◆ **REQUIRED ACTION**:
Find the word "Werner" in the listing below, then return every line it appears in.

◆ **DATA FOR ANALYSIS**:

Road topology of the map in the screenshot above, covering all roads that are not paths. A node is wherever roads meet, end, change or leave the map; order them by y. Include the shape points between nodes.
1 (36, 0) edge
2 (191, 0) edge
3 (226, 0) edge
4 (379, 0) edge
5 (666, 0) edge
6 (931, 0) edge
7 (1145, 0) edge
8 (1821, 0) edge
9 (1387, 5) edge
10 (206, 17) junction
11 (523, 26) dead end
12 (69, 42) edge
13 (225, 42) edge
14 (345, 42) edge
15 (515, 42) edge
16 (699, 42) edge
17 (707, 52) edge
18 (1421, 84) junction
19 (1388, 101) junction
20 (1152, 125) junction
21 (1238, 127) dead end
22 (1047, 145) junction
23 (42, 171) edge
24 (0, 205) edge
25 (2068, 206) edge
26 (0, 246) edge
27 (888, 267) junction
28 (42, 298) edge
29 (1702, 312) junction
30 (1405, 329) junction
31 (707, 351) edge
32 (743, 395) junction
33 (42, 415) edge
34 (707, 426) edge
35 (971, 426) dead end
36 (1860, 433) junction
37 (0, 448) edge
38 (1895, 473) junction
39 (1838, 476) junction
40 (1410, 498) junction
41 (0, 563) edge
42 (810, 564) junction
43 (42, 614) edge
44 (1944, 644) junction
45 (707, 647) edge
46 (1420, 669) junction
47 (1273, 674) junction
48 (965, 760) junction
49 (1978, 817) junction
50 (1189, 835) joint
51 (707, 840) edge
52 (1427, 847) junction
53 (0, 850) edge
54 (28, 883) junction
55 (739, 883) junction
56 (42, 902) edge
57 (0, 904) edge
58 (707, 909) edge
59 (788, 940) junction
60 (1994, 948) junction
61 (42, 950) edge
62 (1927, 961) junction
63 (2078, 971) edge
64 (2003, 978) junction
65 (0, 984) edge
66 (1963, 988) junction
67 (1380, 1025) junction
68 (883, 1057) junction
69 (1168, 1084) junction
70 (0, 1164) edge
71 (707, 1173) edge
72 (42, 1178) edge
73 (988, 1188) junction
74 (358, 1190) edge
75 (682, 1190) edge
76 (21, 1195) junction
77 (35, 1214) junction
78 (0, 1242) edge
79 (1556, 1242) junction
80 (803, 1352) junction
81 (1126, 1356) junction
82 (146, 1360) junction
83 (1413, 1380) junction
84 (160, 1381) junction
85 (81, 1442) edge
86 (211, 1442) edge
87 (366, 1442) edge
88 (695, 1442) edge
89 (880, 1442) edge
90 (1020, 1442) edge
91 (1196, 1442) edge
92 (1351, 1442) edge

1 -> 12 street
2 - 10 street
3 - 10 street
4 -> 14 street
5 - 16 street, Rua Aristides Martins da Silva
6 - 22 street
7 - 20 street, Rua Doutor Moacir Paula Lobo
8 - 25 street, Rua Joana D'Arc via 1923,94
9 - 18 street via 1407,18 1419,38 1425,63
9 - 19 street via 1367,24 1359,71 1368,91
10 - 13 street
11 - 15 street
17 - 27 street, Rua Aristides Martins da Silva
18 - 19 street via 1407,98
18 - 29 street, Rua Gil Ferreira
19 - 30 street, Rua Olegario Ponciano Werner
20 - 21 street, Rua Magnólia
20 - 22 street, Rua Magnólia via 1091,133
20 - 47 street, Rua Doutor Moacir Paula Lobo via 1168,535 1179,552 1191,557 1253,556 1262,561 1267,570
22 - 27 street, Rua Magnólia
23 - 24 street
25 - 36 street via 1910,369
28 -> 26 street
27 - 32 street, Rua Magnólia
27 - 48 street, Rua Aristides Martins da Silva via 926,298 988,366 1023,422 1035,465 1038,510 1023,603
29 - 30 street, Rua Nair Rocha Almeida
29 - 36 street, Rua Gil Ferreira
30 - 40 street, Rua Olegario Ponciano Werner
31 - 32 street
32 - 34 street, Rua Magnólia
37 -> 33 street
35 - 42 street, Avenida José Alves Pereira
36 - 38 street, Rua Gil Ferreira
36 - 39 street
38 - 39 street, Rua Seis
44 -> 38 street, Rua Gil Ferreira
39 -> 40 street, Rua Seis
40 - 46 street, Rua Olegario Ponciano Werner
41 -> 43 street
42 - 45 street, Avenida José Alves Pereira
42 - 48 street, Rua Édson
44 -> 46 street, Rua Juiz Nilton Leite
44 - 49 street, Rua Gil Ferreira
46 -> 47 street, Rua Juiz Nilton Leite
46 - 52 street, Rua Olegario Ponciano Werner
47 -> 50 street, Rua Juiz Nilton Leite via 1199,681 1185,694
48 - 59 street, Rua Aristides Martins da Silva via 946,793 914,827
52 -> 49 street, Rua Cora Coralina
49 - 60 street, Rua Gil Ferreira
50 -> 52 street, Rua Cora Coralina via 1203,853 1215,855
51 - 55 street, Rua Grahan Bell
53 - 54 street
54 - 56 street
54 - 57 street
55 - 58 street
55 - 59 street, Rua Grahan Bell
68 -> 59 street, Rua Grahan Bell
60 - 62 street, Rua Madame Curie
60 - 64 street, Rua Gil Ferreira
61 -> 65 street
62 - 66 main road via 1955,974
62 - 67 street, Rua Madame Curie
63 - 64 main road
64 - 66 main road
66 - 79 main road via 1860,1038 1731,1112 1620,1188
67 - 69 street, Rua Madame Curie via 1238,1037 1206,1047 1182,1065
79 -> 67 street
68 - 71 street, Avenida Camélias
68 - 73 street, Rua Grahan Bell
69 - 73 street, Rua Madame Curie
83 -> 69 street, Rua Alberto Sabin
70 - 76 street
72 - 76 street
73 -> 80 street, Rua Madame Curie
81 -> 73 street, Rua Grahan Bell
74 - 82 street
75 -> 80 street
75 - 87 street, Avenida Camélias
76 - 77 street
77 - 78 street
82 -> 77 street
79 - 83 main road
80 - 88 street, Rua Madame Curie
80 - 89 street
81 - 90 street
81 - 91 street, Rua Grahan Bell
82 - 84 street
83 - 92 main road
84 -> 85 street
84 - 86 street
...
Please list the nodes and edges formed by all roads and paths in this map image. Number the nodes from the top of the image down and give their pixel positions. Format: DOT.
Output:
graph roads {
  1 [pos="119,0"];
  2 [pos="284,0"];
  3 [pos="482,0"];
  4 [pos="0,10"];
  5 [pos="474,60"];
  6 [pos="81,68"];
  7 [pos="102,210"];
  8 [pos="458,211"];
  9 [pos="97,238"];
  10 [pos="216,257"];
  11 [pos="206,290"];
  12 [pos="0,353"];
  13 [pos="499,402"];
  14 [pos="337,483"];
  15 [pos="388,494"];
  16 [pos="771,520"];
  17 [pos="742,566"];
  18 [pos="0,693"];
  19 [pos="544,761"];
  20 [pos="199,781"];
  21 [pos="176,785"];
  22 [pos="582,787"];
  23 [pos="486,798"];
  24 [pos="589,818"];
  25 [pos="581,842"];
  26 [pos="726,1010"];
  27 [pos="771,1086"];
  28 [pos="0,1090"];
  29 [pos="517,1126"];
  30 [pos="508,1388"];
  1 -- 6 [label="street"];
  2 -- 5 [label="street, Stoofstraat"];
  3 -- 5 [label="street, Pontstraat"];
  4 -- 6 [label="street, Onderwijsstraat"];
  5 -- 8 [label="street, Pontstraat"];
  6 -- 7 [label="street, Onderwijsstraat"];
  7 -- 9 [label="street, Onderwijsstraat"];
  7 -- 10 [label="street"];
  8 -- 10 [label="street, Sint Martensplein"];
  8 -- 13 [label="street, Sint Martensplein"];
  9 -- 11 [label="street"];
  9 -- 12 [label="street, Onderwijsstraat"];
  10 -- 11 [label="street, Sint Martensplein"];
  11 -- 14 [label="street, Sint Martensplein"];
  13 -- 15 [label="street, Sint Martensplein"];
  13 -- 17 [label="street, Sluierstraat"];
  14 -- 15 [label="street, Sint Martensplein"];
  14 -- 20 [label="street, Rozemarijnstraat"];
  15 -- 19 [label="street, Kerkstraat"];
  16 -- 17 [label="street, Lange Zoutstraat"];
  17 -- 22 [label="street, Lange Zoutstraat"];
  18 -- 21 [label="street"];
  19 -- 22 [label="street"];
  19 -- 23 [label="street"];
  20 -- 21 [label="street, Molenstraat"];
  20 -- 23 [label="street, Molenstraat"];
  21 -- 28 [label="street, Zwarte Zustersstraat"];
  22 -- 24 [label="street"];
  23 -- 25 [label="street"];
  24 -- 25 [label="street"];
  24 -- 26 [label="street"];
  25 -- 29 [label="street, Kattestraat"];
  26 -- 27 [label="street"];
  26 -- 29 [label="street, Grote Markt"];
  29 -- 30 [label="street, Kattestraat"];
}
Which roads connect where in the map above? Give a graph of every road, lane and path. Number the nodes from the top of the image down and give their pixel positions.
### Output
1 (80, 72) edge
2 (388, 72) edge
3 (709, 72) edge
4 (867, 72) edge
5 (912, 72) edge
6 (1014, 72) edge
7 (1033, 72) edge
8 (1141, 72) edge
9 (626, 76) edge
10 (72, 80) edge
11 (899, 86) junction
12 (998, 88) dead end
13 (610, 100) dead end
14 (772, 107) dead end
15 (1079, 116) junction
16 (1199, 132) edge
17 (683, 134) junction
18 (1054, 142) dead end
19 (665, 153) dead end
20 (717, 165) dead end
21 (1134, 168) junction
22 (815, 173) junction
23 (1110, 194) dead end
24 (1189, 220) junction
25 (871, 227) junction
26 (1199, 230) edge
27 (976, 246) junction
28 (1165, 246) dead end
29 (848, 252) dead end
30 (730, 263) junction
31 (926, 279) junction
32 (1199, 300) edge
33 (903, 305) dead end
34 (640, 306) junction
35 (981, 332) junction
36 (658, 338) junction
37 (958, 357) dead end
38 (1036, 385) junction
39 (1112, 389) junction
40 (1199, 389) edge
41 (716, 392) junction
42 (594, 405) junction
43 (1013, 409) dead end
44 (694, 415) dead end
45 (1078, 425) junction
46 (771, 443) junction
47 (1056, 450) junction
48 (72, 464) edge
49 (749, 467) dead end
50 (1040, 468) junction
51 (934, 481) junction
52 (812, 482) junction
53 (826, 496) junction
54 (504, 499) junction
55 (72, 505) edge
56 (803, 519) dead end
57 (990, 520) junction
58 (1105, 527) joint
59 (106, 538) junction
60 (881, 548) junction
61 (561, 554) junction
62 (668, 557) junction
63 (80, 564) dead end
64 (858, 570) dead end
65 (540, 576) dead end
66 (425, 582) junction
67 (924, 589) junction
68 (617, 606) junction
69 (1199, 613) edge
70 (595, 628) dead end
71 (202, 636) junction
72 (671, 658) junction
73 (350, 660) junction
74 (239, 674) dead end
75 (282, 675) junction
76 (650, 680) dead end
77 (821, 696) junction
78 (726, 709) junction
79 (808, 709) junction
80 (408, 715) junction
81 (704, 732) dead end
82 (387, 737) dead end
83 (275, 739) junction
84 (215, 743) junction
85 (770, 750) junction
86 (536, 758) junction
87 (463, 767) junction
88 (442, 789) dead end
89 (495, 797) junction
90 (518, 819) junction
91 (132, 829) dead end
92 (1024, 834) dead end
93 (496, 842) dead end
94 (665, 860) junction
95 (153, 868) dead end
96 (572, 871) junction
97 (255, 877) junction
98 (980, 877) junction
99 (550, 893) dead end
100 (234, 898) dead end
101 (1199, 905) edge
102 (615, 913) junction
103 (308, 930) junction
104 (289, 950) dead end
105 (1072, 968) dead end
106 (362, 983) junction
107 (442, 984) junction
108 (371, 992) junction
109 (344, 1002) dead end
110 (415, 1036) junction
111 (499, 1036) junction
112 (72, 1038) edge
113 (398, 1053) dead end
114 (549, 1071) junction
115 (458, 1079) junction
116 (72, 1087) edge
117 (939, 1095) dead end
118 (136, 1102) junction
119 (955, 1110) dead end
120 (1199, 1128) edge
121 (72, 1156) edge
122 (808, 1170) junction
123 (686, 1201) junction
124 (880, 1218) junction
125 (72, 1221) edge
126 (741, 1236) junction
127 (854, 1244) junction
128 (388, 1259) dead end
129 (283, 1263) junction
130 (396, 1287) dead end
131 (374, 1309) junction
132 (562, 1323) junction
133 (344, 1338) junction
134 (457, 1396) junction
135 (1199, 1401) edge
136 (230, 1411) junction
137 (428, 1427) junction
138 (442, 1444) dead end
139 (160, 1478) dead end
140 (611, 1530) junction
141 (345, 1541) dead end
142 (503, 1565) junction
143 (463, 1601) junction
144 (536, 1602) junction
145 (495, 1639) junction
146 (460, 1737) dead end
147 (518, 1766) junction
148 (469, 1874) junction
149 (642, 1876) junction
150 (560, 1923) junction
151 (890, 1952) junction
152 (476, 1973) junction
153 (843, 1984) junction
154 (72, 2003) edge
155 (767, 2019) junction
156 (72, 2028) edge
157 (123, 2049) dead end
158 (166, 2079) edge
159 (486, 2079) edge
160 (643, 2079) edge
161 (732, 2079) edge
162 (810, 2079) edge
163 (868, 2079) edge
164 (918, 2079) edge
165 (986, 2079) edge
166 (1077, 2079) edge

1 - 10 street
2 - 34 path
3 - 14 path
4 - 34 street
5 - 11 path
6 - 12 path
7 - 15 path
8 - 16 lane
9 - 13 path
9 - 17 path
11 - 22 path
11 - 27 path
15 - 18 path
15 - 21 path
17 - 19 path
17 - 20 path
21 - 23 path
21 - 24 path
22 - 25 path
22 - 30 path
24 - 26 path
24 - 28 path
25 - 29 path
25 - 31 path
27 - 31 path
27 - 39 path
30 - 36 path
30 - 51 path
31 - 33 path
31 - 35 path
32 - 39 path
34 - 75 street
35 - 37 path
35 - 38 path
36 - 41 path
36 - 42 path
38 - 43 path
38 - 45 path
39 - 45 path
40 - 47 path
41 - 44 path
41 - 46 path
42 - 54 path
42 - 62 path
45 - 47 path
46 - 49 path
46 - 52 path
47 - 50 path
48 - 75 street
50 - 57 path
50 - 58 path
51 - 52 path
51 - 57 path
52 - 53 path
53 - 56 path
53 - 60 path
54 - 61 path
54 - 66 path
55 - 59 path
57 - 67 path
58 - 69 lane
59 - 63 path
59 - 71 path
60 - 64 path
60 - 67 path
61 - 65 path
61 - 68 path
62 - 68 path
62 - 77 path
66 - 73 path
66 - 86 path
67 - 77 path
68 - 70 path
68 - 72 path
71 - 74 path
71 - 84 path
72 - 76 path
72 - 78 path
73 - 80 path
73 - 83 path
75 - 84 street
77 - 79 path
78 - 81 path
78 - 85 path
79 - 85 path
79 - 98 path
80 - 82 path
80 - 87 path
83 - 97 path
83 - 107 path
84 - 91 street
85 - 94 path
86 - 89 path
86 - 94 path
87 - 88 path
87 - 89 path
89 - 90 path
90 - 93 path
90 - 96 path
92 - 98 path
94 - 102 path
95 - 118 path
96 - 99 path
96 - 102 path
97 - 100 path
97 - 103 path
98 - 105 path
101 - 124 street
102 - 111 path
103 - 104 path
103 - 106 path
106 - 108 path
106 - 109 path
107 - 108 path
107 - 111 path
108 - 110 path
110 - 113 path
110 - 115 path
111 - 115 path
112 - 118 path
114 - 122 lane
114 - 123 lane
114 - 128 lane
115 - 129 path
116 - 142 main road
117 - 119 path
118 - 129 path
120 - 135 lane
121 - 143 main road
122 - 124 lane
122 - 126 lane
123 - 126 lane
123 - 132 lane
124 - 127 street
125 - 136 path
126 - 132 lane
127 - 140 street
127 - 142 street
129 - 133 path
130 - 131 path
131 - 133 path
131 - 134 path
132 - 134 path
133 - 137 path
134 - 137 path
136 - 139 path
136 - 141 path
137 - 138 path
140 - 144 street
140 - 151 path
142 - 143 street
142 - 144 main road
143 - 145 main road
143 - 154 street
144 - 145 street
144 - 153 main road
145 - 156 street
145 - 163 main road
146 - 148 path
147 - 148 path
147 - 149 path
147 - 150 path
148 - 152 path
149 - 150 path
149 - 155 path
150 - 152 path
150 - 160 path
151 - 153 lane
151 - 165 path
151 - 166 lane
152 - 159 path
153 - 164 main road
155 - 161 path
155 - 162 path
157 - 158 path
* * *
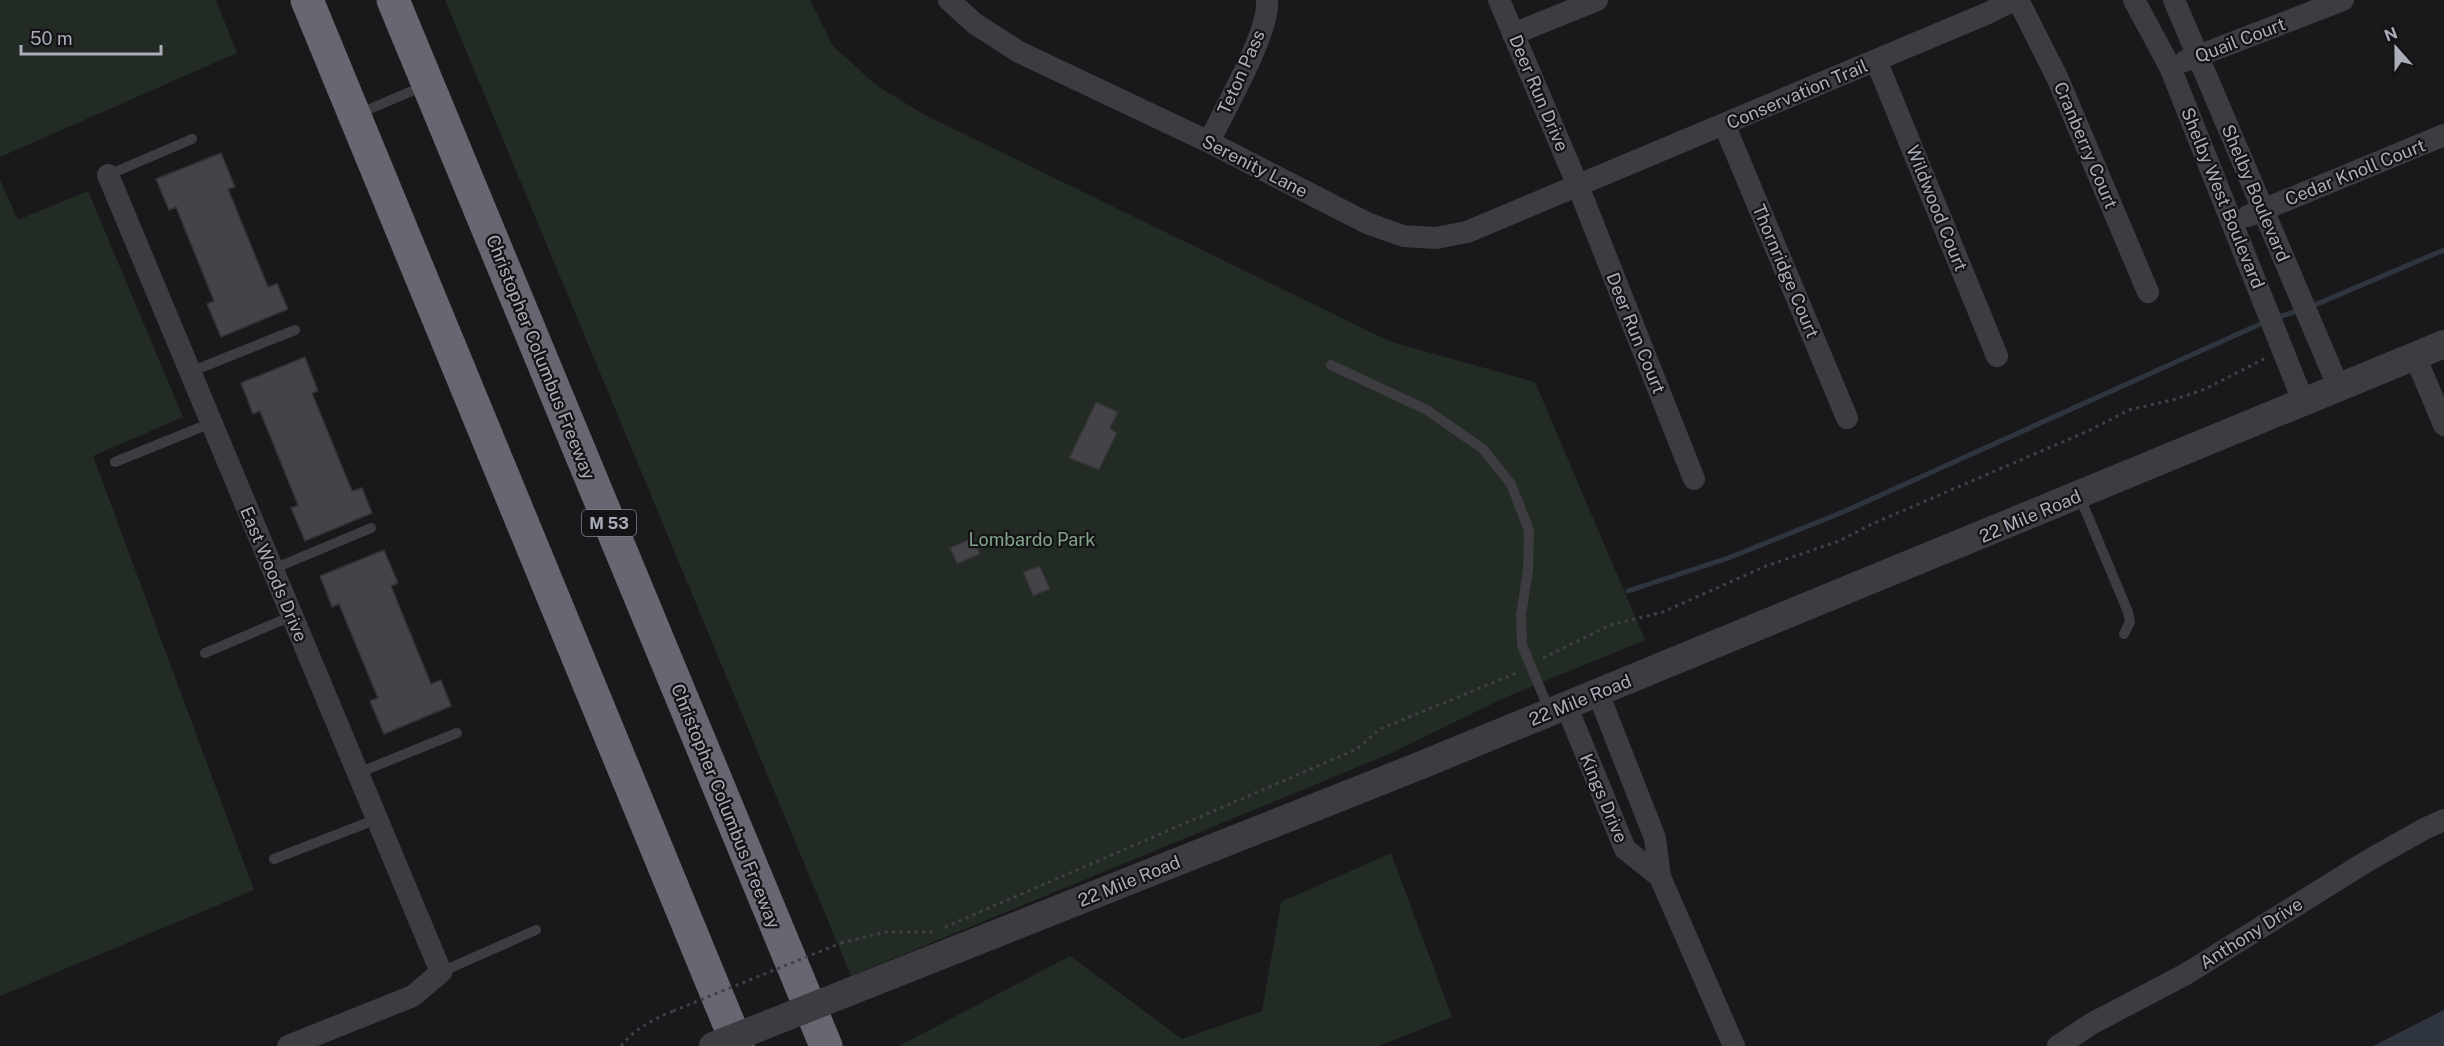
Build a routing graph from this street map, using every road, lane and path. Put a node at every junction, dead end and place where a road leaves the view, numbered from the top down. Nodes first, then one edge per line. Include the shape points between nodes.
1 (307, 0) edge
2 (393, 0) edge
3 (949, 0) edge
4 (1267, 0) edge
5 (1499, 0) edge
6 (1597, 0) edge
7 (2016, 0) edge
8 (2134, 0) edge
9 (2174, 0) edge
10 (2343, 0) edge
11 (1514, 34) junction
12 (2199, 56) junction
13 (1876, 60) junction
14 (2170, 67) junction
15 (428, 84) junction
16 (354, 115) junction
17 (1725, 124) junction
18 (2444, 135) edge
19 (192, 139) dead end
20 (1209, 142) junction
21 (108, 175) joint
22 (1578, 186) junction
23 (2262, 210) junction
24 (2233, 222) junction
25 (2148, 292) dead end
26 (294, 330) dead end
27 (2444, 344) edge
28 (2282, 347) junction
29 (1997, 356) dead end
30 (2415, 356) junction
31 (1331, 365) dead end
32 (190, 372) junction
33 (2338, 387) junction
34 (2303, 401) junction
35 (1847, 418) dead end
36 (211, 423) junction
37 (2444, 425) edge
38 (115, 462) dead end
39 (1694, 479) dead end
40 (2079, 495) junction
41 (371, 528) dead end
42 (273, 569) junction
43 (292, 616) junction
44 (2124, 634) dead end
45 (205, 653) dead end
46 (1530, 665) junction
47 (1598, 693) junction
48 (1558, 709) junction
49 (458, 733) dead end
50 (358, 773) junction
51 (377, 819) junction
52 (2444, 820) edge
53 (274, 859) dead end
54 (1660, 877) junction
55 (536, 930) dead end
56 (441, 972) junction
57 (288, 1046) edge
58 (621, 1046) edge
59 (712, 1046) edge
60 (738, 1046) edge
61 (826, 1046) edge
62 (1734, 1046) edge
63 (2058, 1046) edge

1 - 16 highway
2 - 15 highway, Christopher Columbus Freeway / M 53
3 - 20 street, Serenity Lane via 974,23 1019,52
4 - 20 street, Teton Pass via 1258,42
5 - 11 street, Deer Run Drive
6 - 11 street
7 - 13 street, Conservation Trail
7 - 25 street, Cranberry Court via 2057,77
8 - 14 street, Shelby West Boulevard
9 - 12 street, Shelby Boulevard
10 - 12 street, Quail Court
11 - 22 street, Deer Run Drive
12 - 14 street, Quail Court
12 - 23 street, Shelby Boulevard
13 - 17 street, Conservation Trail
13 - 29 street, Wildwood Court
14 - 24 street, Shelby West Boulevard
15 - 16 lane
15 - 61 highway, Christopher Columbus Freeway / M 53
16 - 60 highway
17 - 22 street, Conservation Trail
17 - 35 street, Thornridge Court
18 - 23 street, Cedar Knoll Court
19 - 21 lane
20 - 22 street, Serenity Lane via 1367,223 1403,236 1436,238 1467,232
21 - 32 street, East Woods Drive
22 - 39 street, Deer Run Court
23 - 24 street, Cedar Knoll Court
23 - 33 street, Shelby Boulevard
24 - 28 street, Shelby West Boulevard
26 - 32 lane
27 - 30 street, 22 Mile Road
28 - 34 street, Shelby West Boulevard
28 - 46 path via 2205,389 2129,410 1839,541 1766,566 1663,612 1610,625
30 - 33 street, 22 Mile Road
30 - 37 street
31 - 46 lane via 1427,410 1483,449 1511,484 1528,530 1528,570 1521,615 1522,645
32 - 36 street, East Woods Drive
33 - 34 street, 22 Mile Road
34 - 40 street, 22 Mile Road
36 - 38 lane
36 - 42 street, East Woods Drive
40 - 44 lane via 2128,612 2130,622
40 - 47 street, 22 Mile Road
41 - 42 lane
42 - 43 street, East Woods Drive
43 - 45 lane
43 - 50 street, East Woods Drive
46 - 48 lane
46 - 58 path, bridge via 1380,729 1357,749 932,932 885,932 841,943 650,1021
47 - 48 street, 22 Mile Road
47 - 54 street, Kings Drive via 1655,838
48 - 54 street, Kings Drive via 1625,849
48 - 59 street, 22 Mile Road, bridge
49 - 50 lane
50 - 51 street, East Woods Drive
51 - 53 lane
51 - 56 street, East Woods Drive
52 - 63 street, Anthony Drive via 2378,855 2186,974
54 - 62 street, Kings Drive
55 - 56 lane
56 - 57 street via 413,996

◆ **ANSWER BELOW**:
19 - 30 street, Rua Olegario Ponciano Werner
30 - 40 street, Rua Olegario Ponciano Werner
40 - 46 street, Rua Olegario Ponciano Werner
46 - 52 street, Rua Olegario Ponciano Werner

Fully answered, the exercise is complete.